(Data for review begins)

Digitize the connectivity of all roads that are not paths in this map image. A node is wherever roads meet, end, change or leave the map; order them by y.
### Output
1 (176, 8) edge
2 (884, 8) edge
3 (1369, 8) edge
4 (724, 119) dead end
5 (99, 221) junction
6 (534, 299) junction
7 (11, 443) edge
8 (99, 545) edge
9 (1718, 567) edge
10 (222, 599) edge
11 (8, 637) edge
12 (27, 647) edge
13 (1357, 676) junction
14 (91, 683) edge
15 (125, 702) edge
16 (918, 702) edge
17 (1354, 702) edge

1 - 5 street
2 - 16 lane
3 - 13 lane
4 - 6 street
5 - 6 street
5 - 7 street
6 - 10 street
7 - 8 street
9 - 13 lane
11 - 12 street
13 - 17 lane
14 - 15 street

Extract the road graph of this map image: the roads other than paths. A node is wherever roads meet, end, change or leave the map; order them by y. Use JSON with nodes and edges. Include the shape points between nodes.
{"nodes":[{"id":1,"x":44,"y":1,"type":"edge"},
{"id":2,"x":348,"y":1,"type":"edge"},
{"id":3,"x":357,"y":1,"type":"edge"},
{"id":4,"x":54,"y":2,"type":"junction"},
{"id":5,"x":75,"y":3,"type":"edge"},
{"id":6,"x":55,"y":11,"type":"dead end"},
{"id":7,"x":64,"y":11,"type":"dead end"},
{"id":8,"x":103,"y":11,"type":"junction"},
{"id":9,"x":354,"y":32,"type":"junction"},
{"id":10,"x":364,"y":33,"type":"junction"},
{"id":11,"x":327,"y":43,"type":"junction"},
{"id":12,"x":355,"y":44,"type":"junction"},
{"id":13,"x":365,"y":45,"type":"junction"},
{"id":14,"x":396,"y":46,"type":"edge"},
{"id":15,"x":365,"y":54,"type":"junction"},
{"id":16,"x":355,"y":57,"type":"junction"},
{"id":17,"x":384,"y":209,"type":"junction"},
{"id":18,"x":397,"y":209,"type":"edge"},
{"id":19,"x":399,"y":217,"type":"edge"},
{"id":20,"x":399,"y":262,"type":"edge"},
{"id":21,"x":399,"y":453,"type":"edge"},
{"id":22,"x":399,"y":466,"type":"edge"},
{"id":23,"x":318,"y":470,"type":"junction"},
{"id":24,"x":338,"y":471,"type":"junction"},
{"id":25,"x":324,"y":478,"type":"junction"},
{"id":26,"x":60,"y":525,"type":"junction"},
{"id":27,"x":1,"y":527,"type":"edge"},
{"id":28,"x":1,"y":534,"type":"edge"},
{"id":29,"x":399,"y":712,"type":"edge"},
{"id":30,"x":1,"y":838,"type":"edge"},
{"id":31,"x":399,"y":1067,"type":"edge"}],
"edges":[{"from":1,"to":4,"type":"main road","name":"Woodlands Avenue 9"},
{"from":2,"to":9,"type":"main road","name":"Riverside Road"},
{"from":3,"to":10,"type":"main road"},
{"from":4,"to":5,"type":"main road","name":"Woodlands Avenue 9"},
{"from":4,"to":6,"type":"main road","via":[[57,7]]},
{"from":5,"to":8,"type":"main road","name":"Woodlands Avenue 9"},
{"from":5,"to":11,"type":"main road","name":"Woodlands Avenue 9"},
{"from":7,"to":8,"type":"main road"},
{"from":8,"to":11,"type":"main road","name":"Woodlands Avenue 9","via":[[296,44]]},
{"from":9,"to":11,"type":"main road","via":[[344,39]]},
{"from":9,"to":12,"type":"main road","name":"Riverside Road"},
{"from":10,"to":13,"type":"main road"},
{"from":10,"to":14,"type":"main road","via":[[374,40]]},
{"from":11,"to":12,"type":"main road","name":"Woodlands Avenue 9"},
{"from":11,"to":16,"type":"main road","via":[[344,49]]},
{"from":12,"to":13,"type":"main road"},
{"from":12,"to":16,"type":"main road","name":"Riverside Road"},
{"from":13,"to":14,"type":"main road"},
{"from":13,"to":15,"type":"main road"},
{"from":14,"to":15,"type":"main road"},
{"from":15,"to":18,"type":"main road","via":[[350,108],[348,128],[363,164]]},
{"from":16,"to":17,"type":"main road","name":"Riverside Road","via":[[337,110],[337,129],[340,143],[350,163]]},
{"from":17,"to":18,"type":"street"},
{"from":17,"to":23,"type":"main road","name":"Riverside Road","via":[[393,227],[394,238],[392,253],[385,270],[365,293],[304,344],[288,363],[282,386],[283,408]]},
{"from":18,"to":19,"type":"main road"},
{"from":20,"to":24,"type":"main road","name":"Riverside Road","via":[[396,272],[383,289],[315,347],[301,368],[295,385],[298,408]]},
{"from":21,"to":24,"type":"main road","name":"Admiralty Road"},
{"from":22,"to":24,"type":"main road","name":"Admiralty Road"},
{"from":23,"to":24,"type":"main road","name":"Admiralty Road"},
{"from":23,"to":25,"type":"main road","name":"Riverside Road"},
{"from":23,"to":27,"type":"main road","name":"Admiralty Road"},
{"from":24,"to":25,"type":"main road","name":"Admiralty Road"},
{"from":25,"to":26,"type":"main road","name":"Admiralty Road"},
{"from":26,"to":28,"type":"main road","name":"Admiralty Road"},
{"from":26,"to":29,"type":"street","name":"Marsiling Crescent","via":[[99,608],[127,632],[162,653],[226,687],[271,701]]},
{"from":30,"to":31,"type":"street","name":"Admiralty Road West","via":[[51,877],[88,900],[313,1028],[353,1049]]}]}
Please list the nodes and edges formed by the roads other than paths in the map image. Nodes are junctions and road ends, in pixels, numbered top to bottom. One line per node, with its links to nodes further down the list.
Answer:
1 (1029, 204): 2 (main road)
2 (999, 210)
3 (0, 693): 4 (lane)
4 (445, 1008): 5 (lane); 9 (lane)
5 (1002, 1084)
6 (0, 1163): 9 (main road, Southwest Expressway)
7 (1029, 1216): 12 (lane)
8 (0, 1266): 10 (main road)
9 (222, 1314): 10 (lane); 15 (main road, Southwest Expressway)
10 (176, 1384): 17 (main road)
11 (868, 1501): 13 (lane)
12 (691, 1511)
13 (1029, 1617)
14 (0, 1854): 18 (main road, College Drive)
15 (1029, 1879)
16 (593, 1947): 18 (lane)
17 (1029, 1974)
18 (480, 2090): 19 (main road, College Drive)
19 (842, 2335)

(Data for review ends)

Activity: Work out the number of lines in the listing above that hold the string "dead". Reply with that number only.

Result of this task: 3